Allerdings finde ich, man sollte wegen der bunten Lämpchen sich etwas anderes einfallen lassen, oder ein andere Aufklärung. 
Denn,
Hier gibt es einige User, auch Stammuser wo nichts blingt, die aber trotzdem sagen sie finden es gut. Aber da blingt gar nichts, also Null Unterstützung, könnte man denken. Dieser Gedanke könnte aber falsch sein, denn der User könnte das im Profil eventuell ausgeschaltet haben, aus welchen Gründen auch immer. Das könnte eventuell die ein oder andere Diskussion geben, wenn ihr versteht was ich ansprechen möchte damit. Da solltet ihr eventuell eine andere Lösung finden.

Bis dahin bin ich hier gerne weiterhin Supporter/Onlineabonent und alles ist bei kleinem Einsatz besser als hinter einer vollkommen Überteuerten Paywall (Als GS damals von einem reinen 100% Mega Aktien/Profit Unternehmen geschluckt worden ist gab es diverse Vermutungen was passiert, das Ergebnis sieht man jetzt, und es wird da noch schlimmer kommen) sich dann am Ende eine neue Stammsite suchen zu müssen.

Ich freue mich schon auf den Relaunch der Main und vor allem des Forums.
Macht da einfach einen guten Job.


----------



## Batze (27. Mai 2020)

Celerex schrieb:


> Ich habe soeben ein Online Abo abgeschlossen, während ich mit diesem Account hier angemeldet war. Allerdings sehe ich das Abbo noch nicht aktiviert, also ich habe auch das Badge nicht erhalten. Übersehe ich etwas oder dauert es nur, bis der Account freigeschaltet wird?
> 
> EDIT: Hat sich erledigt. Hab nach wenigen Minuten eine Mail zur Bestätigung erhalten. Ich lass den Beitrag mal so stehen, damit ggf. zukünftige Abonenten Bescheid wissen.



Jup, das freischalten des Onlineabos geht relativ Fix, eigentlich sofort.
Aber nicht Wundern, wenn du selbst einen Beitrag schreibst ist das Lämpchen des Onlineabos erst bei nächster Aktualisierung des Forums/Beitrags für dich selbst dann erst sichtbar.
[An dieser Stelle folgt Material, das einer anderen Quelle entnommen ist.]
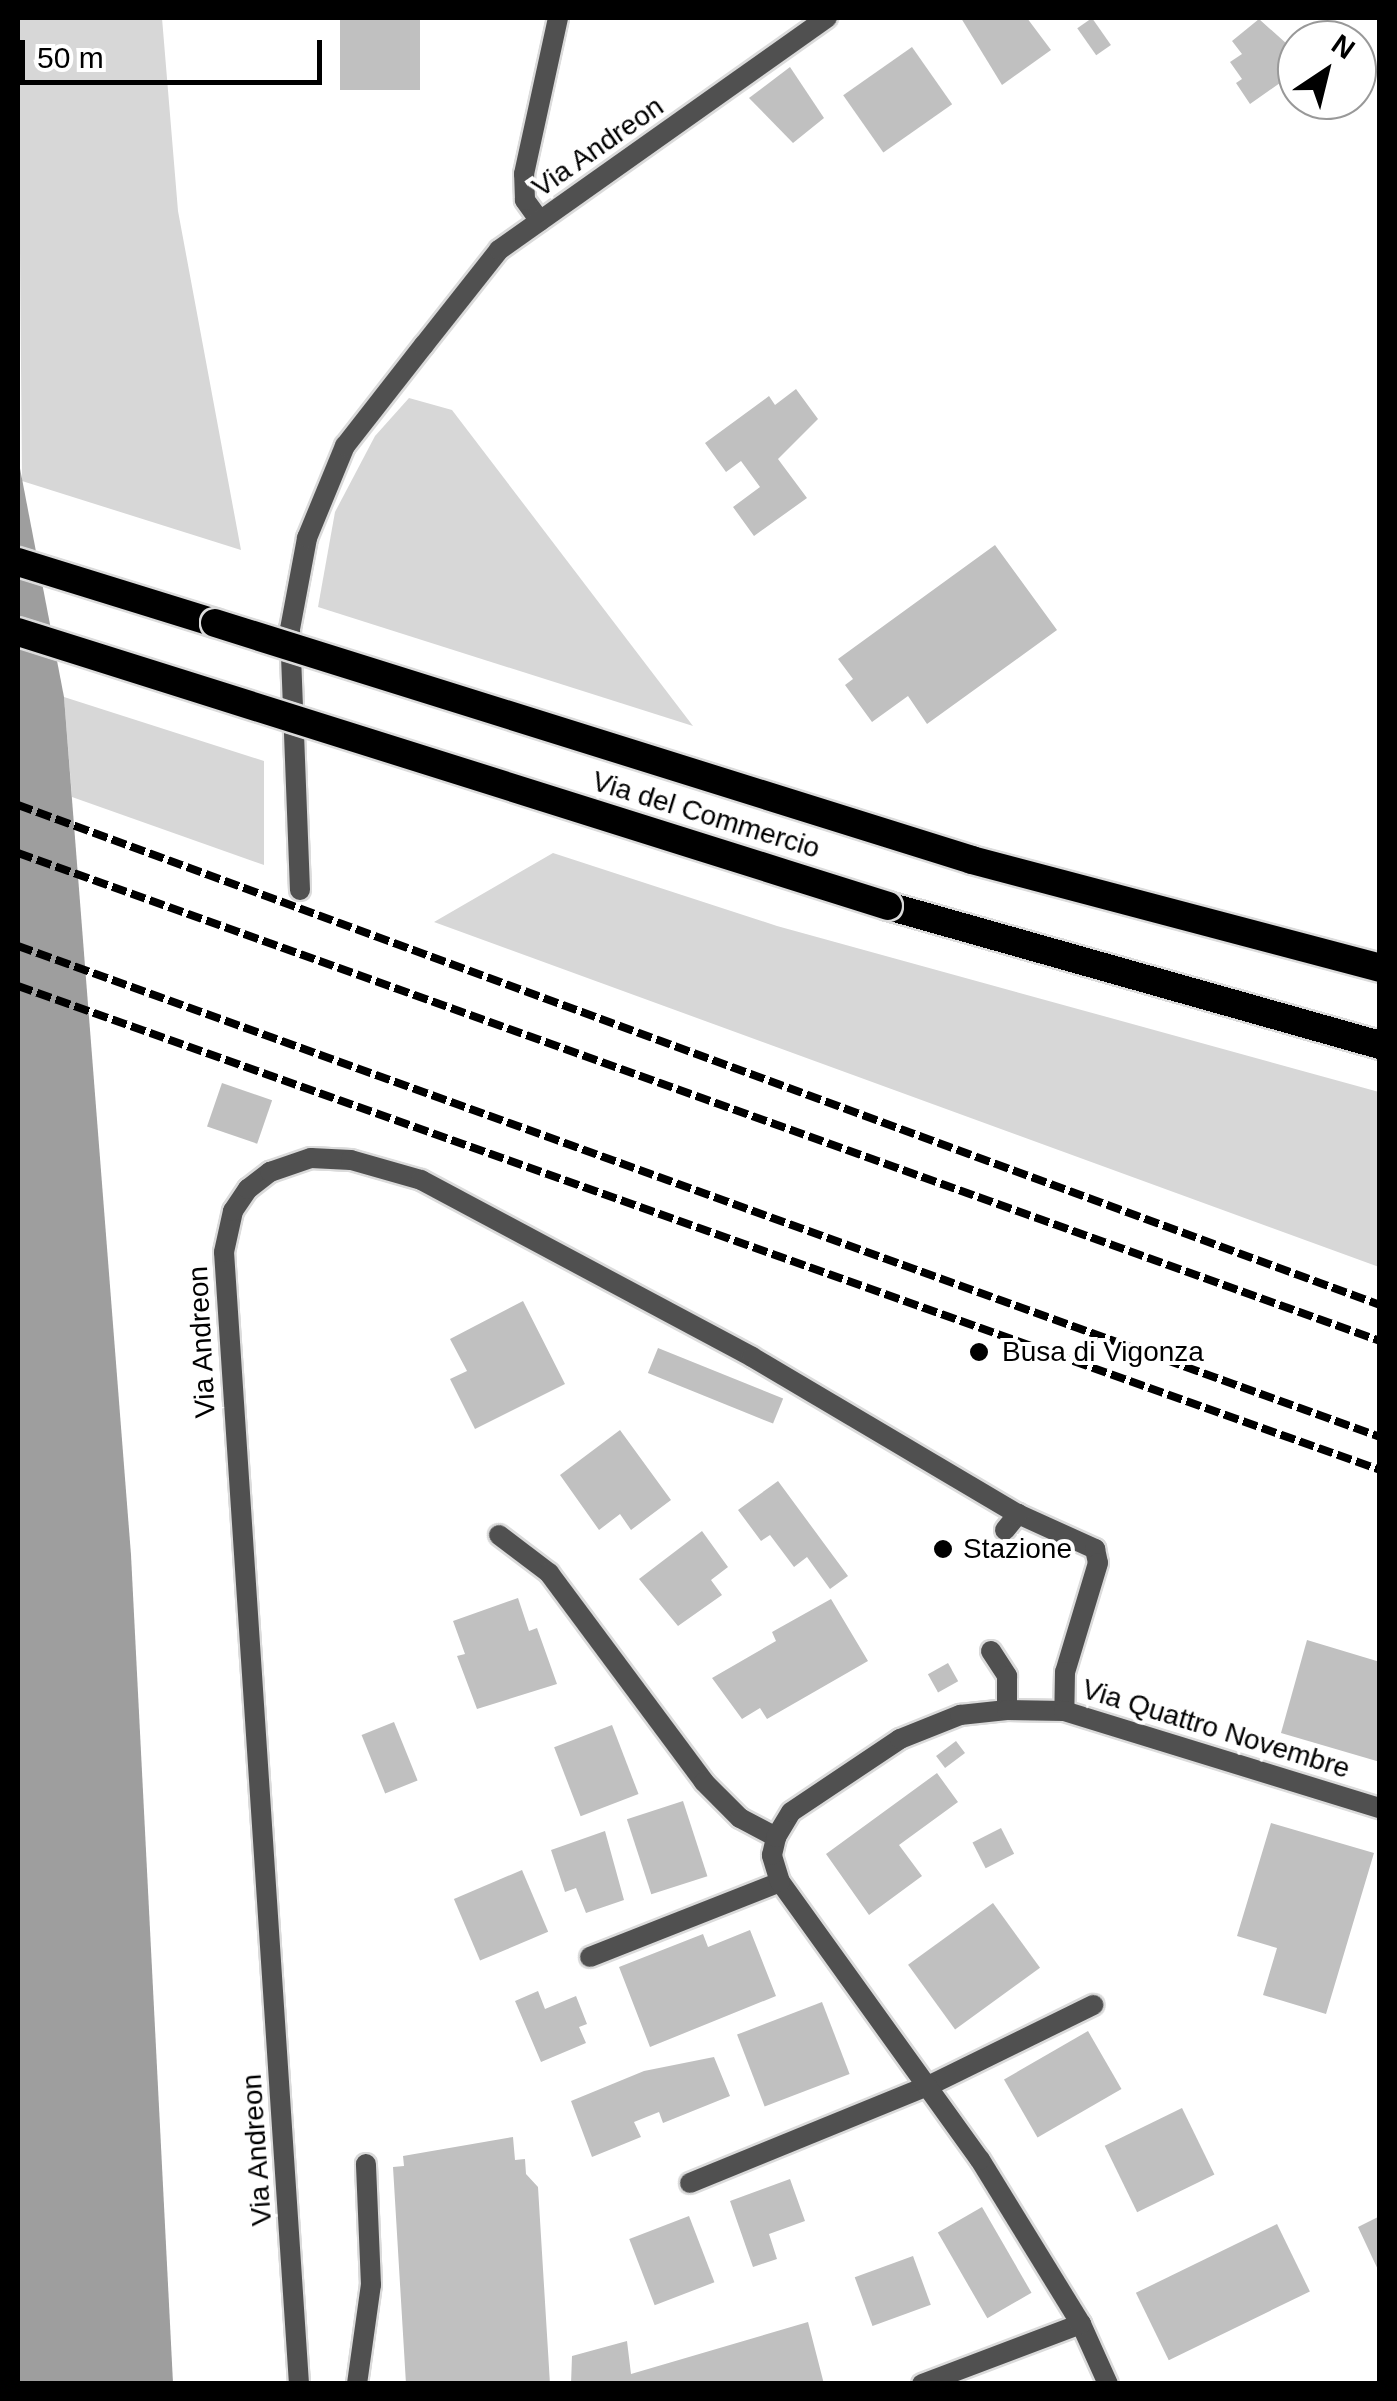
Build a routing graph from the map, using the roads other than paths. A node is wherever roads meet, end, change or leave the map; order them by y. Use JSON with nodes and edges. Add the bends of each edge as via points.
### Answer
{"nodes":[{"id":1,"x":558,"y":18,"type":"edge"},
{"id":2,"x":827,"y":18,"type":"edge"},
{"id":3,"x":540,"y":221,"type":"junction"},
{"id":4,"x":18,"y":562,"type":"edge"},
{"id":5,"x":18,"y":632,"type":"edge"},
{"id":6,"x":300,"y":890,"type":"dead end"},
{"id":7,"x":1380,"y":968,"type":"edge"},
{"id":8,"x":1380,"y":1045,"type":"edge"},
{"id":9,"x":500,"y":1535,"type":"dead end"},
{"id":10,"x":991,"y":1651,"type":"dead end"},
{"id":11,"x":1006,"y":1710,"type":"junction"},
{"id":12,"x":1064,"y":1711,"type":"junction"},
{"id":13,"x":1380,"y":1808,"type":"edge"},
{"id":14,"x":776,"y":1837,"type":"junction"},
{"id":15,"x":780,"y":1882,"type":"junction"},
{"id":16,"x":590,"y":1957,"type":"dead end"},
{"id":17,"x":1093,"y":2005,"type":"dead end"},
{"id":18,"x":930,"y":2085,"type":"junction"},
{"id":19,"x":366,"y":2164,"type":"dead end"},
{"id":20,"x":690,"y":2183,"type":"dead end"},
{"id":21,"x":1081,"y":2324,"type":"junction"},
{"id":22,"x":299,"y":2384,"type":"edge"},
{"id":23,"x":357,"y":2384,"type":"edge"},
{"id":24,"x":922,"y":2384,"type":"edge"},
{"id":25,"x":1108,"y":2384,"type":"edge"}],
"edges":[{"from":1,"to":3,"type":"street","via":[[524,174],[524,200]]},
{"from":2,"to":3,"type":"street","name":"Via Andreon"},
{"from":3,"to":6,"type":"street","name":"Via Andreon","via":[[476,273],[345,446],[307,538],[290,630]]},
{"from":4,"to":7,"type":"highway","name":"Via del Commercio","bridge":true,"via":[[972,860]]},
{"from":5,"to":8,"type":"highway","name":"Via del Commercio","bridge":true,"via":[[888,906]]},
{"from":9,"to":14,"type":"street","via":[[549,1574],[704,1782],[740,1818]]},
{"from":10,"to":11,"type":"street","via":[[1007,1676]]},
{"from":11,"to":12,"type":"street","name":"Via Quattro Novembre"},
{"from":11,"to":14,"type":"street","name":"Via Quattro Novembre","via":[[960,1715],[900,1739],[792,1812]]},
{"from":12,"to":13,"type":"street","name":"Via Quattro Novembre"},
{"from":12,"to":22,"type":"street","name":"Via Andreon","via":[[1065,1672],[1098,1563],[1095,1549],[1011,1522],[752,1356],[421,1180],[352,1160],[311,1158],[270,1172],[248,1189],[233,1211],[224,1252]]},
{"from":14,"to":15,"type":"street","via":[[772,1856]]},
{"from":15,"to":16,"type":"street"},
{"from":15,"to":18,"type":"street"},
{"from":17,"to":18,"type":"street"},
{"from":18,"to":20,"type":"street"},
{"from":18,"to":21,"type":"street"},
{"from":19,"to":23,"type":"street","via":[[372,2285]]},
{"from":21,"to":24,"type":"street"},
{"from":21,"to":25,"type":"street"}]}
Ist aber für andere schon sichtbar. Habe auch lange gebraucht um dahinterzukommen. Wird etwas mit der Datenbank und setzen des Flags zu tun haben. Wenn man es weiß ist es eh egal.


----------



## Celerex (27. Mai 2020)

Batze schrieb:


> Aber nicht Wundern, wenn du selbst einen Beitrag schreibst ist das Lämpchen des Onlineabos erst bei nächster Aktualisierung des Forums/Beitrags für dich selbst dann erst sichtbar. Ist aber für andere schon sichtbar. Habe auch lange gebraucht um dahinterzukommen. Wird etwas mit der Datenbank und setzen des Flags zu tun haben. Wenn man es weiß ist es eh egal.



Besten Dank für die Info. Die Lämpchen selber sind mir nicht so wichtig, ich wollte nur sicher gehen, dass mein Abo auch aktiv ist und ich meinen Adblocker für die Seite mal deaktivieren kann.


----------



## Batze (27. Mai 2020)

Celerex schrieb:


> ............ich wollte nur sicher gehen, dass mein Abo auch aktiv ist und ich meinen Adblocker für die Seite mal deaktivieren kann.
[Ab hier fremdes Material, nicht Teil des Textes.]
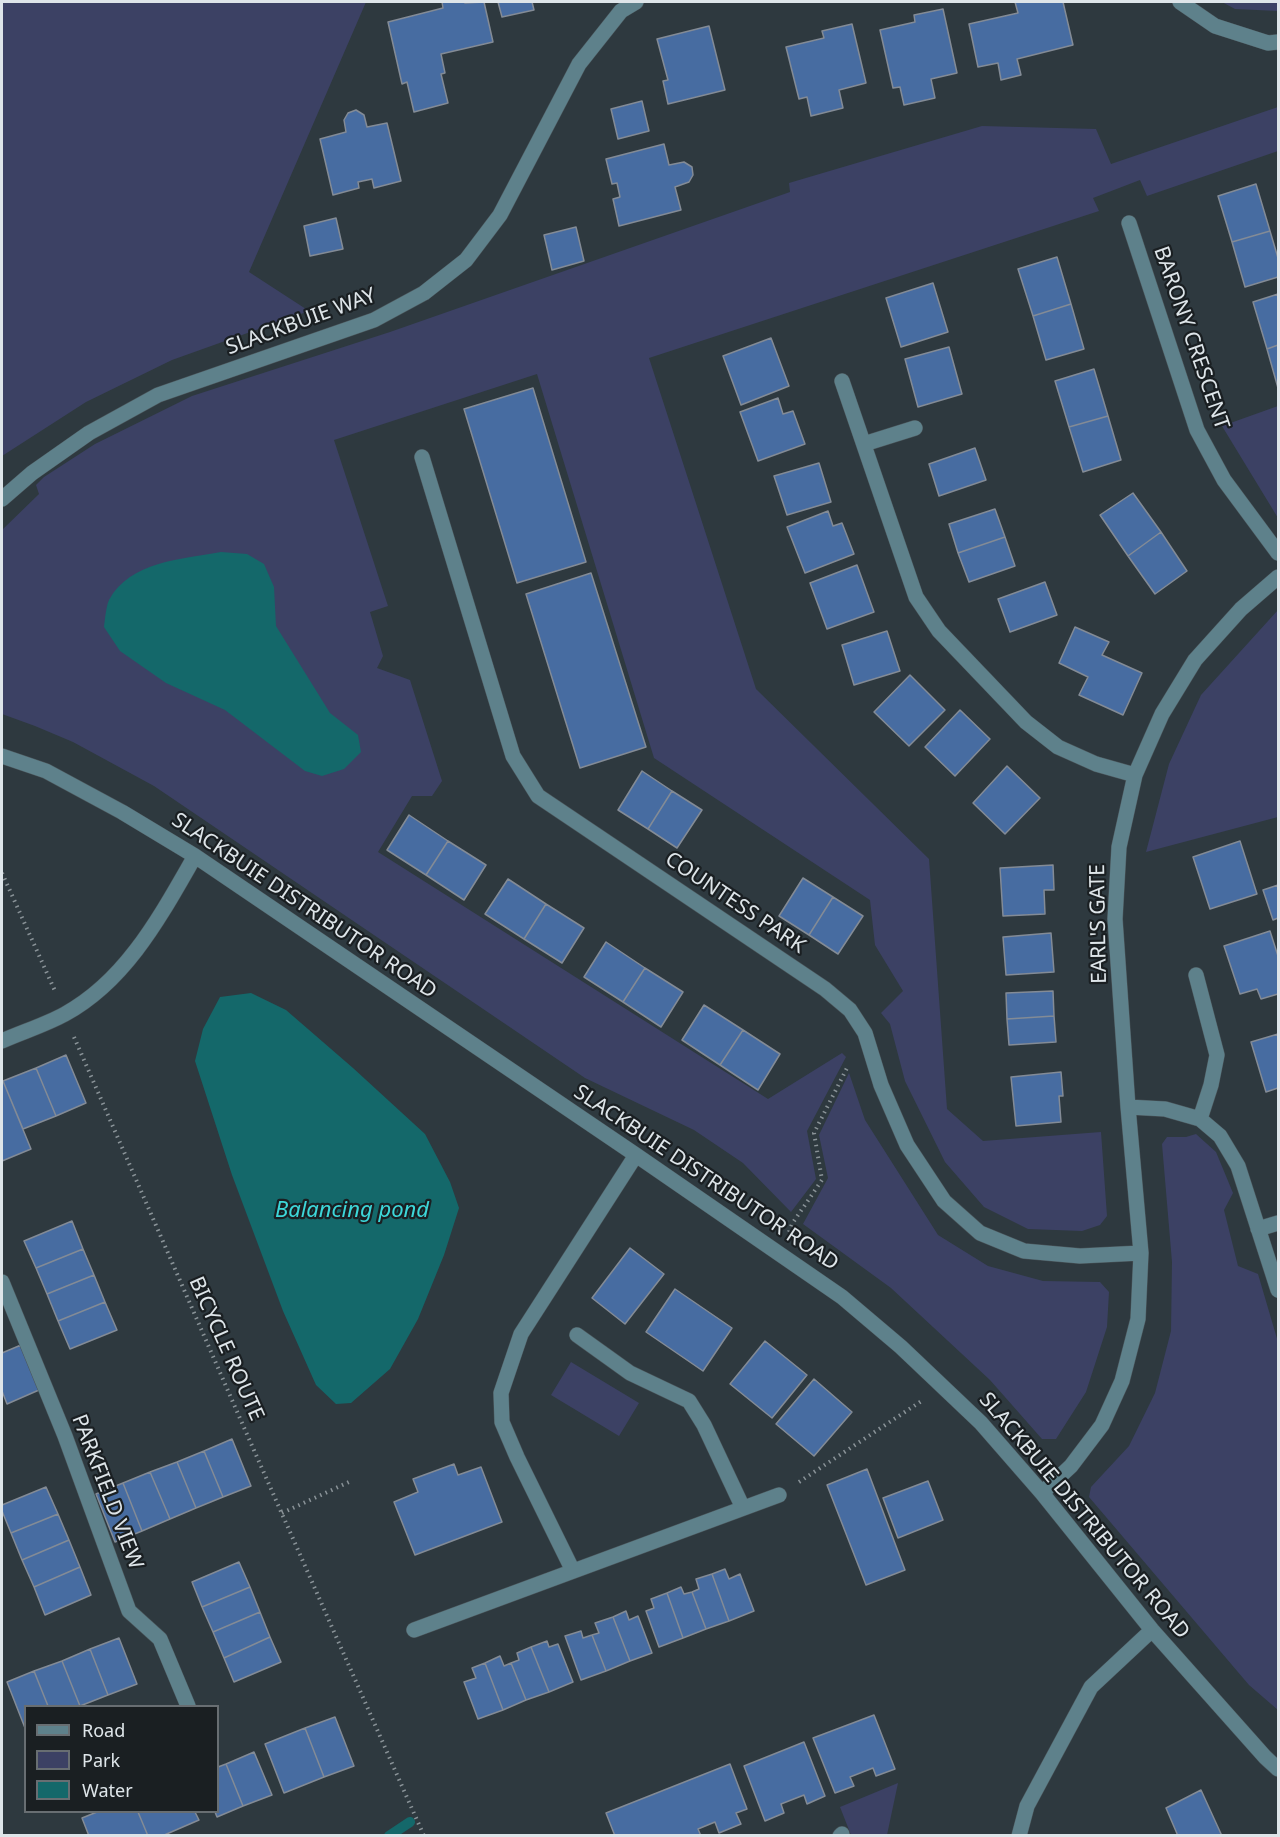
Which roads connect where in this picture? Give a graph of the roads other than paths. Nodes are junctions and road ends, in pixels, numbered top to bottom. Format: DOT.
graph roads {
  1 [pos="636,2"];
  2 [pos="1180,2"];
  3 [pos="620,6"];
  4 [pos="1278,42"];
  5 [pos="1130,223"];
  6 [pos="842,381"];
  7 [pos="915,428"];
  8 [pos="864,444"];
  9 [pos="422,457"];
  10 [pos="2,499"];
  11 [pos="1278,554"];
  12 [pos="1278,577"];
  13 [pos="2,756"];
  14 [pos="1135,775"];
  15 [pos="195,856"];
  16 [pos="1196,975"];
  17 [pos="2,1041"];
  18 [pos="1128,1107"];
  19 [pos="1200,1119"];
  20 [pos="636,1155"];
  21 [pos="1278,1223"];
  22 [pos="1258,1229"];
  23 [pos="1141,1253"];
  24 [pos="2,1282"];
  25 [pos="1278,1290"];
  26 [pos="577,1335"];
  27 [pos="1042,1493"];
  28 [pos="778,1495"];
  29 [pos="743,1508"];
  30 [pos="573,1571"];
  31 [pos="414,1630"];
  32 [pos="1152,1630"];
  33 [pos="187,1705"];
  34 [pos="1278,1769"];
  35 [pos="1019,1836"];
  1 -- 3 [label="street, SLACKBUIE WAY"];
  2 -- 4 [label="street"];
  3 -- 10 [label="street, SLACKBUIE WAY"];
  5 -- 11 [label="street, BARONY CRESCENT"];
  6 -- 8 [label="street"];
  7 -- 8 [label="street"];
  8 -- 14 [label="street"];
  9 -- 23 [label="street, COUNTESS PARK"];
  12 -- 14 [label="street, EARL'S GATE"];
  13 -- 15 [label="street, SLACKBUIE DISTRIBUTOR ROAD"];
  14 -- 18 [label="street, EARL'S GATE"];
  15 -- 17 [label="street"];
  15 -- 20 [label="street, SLACKBUIE DISTRIBUTOR ROAD"];
  16 -- 19 [label="street"];
  18 -- 19 [label="street"];
  18 -- 23 [label="street, EARL'S GATE"];
  19 -- 22 [label="street"];
  20 -- 27 [label="street, SLACKBUIE DISTRIBUTOR ROAD"];
  20 -- 30 [label="street"];
  21 -- 22 [label="street"];
  22 -- 25 [label="street"];
  23 -- 27 [label="street, EARL'S GATE"];
  24 -- 33 [label="street, PARKFIELD VIEW"];
  26 -- 29 [label="street"];
  27 -- 32 [label="street, SLACKBUIE DISTRIBUTOR ROAD"];
  28 -- 29 [label="street"];
  29 -- 30 [label="street"];
  30 -- 31 [label="street"];
  32 -- 34 [label="street, SLACKBUIE DISTRIBUTOR ROAD"];
  32 -- 35 [label="street"];
}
Es ist auch mit dem Abo auf dem Handy ein ganz anderes Surferlebnis dann auf PCG.


----------



## Maria Beyer-Fistrich (27. Mai 2020)

ribald schrieb:


> Ich kaufe mir das Print mag schon als damals Pinball Dreams auf der Coverdisk dabei war mehr oder weniger regelmäßig.  Manchmal wünsche ich mir die alten Zeiten zurück :/



Ist zwar kein Pinball Dreams, aber die aktuelle Vollversion kann sich auch sehen lassen: https://www.pcgames.de/PC-Games-Bra...sassins-creed-valhalla-gears-tactics-1350761/


----------



## Maria Beyer-Fistrich (27. Mai 2020)

Batze schrieb:


> Ich gehe so langsam auf die 20 Jahre Mitglied hier zu, wie auch so einige Stammuser hier auch.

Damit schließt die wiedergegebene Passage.